Of Sunday hikes and sunsets

Caithness is breathtaking.

Sunset in Caithness

We were laughing yesterday that the Scotland map W has imprinted in my head is quite different from the map people generally have. Scotland is often reduced to the biggest, Southern cities: Glasgow and Edinburgh. Or even cities in general. However, I dare to say the best of Scotland is out in its nature and wilderness. I know this can be said about practically any place, but there is so much more to see and experience than the cities: the mountains, the fields, the hills of heather and ferns. The farm houses in the distance and fluffy sheep. The majestic cliffs, raging waves, silly little puffins. Fishing boats. Over 180° horizons. Windy, secluded towns, made of flagstone. Standing stones, cairns – almost mystical, inexplicable history. Castles, too. And VIKINGS.

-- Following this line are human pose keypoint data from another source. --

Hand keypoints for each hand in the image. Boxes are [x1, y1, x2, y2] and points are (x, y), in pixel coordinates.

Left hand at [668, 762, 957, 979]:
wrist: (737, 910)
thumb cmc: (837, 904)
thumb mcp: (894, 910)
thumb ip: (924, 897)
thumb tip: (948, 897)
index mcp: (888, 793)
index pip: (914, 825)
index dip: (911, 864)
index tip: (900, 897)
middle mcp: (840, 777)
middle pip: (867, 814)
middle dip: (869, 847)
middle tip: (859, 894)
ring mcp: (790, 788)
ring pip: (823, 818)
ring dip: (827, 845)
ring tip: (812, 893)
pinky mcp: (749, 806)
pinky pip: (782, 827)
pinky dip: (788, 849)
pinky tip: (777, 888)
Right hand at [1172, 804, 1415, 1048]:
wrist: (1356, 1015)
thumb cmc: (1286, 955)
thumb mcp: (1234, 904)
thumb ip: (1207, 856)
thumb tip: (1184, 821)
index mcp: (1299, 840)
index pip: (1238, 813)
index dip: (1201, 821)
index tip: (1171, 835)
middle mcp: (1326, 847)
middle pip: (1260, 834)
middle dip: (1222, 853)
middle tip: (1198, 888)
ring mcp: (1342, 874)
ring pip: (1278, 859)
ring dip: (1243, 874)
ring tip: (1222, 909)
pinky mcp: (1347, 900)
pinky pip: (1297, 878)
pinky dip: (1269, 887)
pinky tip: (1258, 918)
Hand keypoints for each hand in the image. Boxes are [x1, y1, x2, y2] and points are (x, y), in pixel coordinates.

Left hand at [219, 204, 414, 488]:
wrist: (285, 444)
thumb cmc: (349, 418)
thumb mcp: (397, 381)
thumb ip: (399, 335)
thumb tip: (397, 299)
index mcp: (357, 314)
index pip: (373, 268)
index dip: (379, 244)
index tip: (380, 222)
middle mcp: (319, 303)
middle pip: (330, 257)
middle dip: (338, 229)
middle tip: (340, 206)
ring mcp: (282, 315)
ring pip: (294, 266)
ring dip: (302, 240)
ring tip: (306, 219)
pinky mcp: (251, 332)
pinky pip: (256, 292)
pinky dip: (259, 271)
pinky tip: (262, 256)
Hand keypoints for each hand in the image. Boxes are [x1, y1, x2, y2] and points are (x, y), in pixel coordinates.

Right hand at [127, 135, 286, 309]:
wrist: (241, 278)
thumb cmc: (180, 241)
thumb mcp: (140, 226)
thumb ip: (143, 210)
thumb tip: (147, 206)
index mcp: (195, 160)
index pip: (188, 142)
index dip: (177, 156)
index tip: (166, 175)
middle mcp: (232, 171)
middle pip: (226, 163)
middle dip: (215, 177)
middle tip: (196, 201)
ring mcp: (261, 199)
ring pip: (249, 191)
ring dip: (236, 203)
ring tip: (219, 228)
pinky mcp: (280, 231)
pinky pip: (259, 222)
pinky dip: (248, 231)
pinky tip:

The second time I was travelling to Scotland, almost four years ago in April, I took the Caledonian sleeper from London, and I was woken up by the sunrise peeking through the train curtains. The first sight of Scotland I had saw a bright purple, never-ending fields of wild heather, as far as I could see, on both sides of the train. I fell asleep again before the heather fields reached their end. So, let’s have a little reminder of Scottish geography:

map of scotland

There’s plenty North of Glasgow and Edinburgh. I also love Scotland in the winter. Generally not showcased as the best season to visit, I think it has a very particular feel to it during the winter. It emphasises the forces of nature, the wild weather and the wilderness. There’s the foggy darkness in the evening. There are no tourists, no attractions and many areas are just shut down and deserted. It’s windy and quiet. Near the sea, you only hear the sea and maybe the seagulls.

We went on a Sunday afternoon hike to Dorrery (according to Wikipedia, it’s a “small hamlet”) and Ben Dorrery hill.